Yeşim Erbuğa hat sich über derlei Fragen weniger Gedanken gemacht. Die heute 16-Jährige wollte eigentlich Spanisch lernen, das ging aber nicht. Also Latein, immerhin der Ursprung aller romanischen Sprachen, auch des Spanischen. Bereut hat Erbuğa ihre Wahl nicht, sagt sie. Seit der siebten Klasse hatte sie in Latein immer eine Eins, jetzt ist sie im Leistungskurs, in der letzten Klausur musste sie Cicero über­setzen. „War wirklich schwierig.“

Ein Vorzug von Latein, sagt der Forscher Stefan Kipf: „Es ist weit, weit weg“

Erbuğas Familie kommt aus der Türkei, mit den Eltern spricht sie Türkisch, mit den Geschwistern Deutsch. Lange Zeit hat sie sich mit den Artikeln im Deutschen schwer­getan, die gibt es im Türkischen nicht. Heute hat sie diese Probleme nicht mehr, und sie glaubt, dass der Latein­unterricht daran einen Anteil hat. Und nicht nur daran: In Latein habe sie mehr Grammatik gelernt als in Deutsch, ihr Wort­schatz habe sich erweitert, das Gespür für Stil­mittel verbessert. Vor allem das Über­setzen habe ihr geholfen. Dieses analytische Vorgehen – wo ist das Prädikat, wo ist das Verb? – „das ist was für mich“, sagt Erbuğa.

Doch nicht jedem fällt Latein so leicht. Stefan Kipf ist deshalb vorsichtig mit einer Bewertung: „Unter bestimmten Bedingungen mit einem bestimmten Unterricht kann Latein das Deutsch­lernen erleichtern.“ Kipf lehrt Didaktik der Alten Sprachen an der Humboldt-Universität, seit vielen Jahren begleitet er den Unterricht am Ernst-Abbe-Gymnasium. Für ihn kommt es vor allem darauf an, die Herkunfts­sprachen der Schüler ständig ein­zu­beziehen, zu vergleichen, ein Gespür zu wecken.

Eine Stärke des Lateinunterrichts sieht Kipf in der Übersetzung, die nur hier noch systematisch vorkomme.
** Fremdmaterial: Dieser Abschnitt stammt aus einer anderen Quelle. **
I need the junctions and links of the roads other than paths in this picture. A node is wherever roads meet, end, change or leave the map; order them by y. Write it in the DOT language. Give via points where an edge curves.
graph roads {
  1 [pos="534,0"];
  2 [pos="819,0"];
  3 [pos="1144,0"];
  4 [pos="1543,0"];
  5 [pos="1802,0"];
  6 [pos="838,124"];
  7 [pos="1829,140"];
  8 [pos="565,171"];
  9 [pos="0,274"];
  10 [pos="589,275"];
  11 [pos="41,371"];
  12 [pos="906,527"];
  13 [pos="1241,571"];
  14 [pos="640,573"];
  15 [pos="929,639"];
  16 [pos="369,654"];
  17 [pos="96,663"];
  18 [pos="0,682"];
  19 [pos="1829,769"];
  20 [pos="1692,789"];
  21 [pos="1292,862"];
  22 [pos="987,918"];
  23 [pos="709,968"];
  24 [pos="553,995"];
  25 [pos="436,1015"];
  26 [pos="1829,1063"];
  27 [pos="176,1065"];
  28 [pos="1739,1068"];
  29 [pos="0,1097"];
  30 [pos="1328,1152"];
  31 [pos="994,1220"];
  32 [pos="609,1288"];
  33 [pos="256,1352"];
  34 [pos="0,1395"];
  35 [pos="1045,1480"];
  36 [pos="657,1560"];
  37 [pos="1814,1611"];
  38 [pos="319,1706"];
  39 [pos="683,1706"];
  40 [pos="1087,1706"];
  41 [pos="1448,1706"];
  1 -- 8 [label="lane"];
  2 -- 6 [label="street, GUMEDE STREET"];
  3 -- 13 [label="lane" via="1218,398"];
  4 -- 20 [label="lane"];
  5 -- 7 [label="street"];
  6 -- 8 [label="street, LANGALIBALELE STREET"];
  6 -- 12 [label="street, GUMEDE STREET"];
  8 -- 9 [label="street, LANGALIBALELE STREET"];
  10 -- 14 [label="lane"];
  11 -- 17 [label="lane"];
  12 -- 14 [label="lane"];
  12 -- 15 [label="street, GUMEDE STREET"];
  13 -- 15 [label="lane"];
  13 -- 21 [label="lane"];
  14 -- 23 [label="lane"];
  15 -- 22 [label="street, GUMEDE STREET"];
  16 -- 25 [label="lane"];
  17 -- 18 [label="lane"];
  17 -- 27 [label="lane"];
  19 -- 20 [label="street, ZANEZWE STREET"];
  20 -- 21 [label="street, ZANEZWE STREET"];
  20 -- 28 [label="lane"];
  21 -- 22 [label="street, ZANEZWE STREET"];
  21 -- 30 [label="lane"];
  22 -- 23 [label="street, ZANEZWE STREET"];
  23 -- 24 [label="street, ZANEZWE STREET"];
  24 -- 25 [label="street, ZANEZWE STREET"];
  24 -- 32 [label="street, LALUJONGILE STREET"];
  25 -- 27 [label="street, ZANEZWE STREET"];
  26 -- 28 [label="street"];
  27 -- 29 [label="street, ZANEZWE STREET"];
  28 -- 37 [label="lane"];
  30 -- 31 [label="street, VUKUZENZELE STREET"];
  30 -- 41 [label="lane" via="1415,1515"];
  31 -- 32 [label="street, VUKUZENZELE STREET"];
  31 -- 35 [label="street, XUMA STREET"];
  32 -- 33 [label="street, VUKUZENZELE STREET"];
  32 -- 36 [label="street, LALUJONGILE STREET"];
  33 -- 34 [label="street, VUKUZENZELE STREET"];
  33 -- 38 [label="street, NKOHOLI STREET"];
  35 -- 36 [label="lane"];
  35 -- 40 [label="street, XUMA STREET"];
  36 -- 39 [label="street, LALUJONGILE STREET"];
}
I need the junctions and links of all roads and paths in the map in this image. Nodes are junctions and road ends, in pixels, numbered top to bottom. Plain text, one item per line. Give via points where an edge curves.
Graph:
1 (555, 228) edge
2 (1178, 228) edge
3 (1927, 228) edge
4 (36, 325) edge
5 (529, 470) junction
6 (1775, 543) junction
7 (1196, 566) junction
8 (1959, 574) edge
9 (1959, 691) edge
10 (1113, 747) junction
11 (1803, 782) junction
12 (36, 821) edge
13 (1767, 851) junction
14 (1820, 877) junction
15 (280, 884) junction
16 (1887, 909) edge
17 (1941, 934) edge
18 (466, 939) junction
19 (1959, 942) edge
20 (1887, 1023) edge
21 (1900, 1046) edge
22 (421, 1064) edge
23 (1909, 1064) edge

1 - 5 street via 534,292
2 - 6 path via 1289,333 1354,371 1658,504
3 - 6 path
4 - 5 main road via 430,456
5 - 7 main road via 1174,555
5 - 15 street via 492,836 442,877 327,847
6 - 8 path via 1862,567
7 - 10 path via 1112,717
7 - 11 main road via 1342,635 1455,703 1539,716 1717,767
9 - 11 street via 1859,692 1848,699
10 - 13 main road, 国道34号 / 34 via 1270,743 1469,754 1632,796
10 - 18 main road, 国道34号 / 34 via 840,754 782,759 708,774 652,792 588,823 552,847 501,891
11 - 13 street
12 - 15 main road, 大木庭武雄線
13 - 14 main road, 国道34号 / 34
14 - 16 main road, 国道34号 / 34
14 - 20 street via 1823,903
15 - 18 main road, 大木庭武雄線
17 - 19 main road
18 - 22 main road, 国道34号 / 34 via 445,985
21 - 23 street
Wer wörtlich übersetze, könne nicht auf bekannte Pfade ausweichen; er müsse sich entscheiden: für die Bedeutung der Wörter wie für die im Deutschen so haarigen Artikel. Der Satz „senator in curiam venit“ zum Beispiel: Kommt ein Senator in die Kurie? Kommt der Senator in eine Kurie? „Senator kommt in Kurie“ reicht jedenfalls nicht.

Kipf sieht noch einen weiteren Vorzug des Lateinischen: „Es ist weit, weit weg.“ Kontro­verse Themen wie die Rolle der Frau in der Gesellschaft ließen sich an antiken Texten oft leichter verhandeln als an modernen. Weil die Distanz groß sei, weil die Positionen nicht belehrend erschienen. „Das nimmt viel Emotionalität raus“, sagt Kipf. „Latein“, sagt Schul­leiter Kötter­heinrich, „ist das nächste Fremde für alle.“

Stefan Paffrath ist mit seiner Werbung in der siebten Klasse fertig. Er hat noch von einem Graffito in Neukölln erzählt, das modern aussehe, aber eine Geschichte zeige, die der Dichter Ovid aufgeschrieben habe, vor 2000 Jahren. Dann geht er. Umfrage bei den drei Jungs in der letzten Reihe: Überzeugt? „Latein? Ich bin doch nicht bescheuert“, sagt einer. Die anderen nicken. Nein, Latein ist auch hier kein Selbstläufer.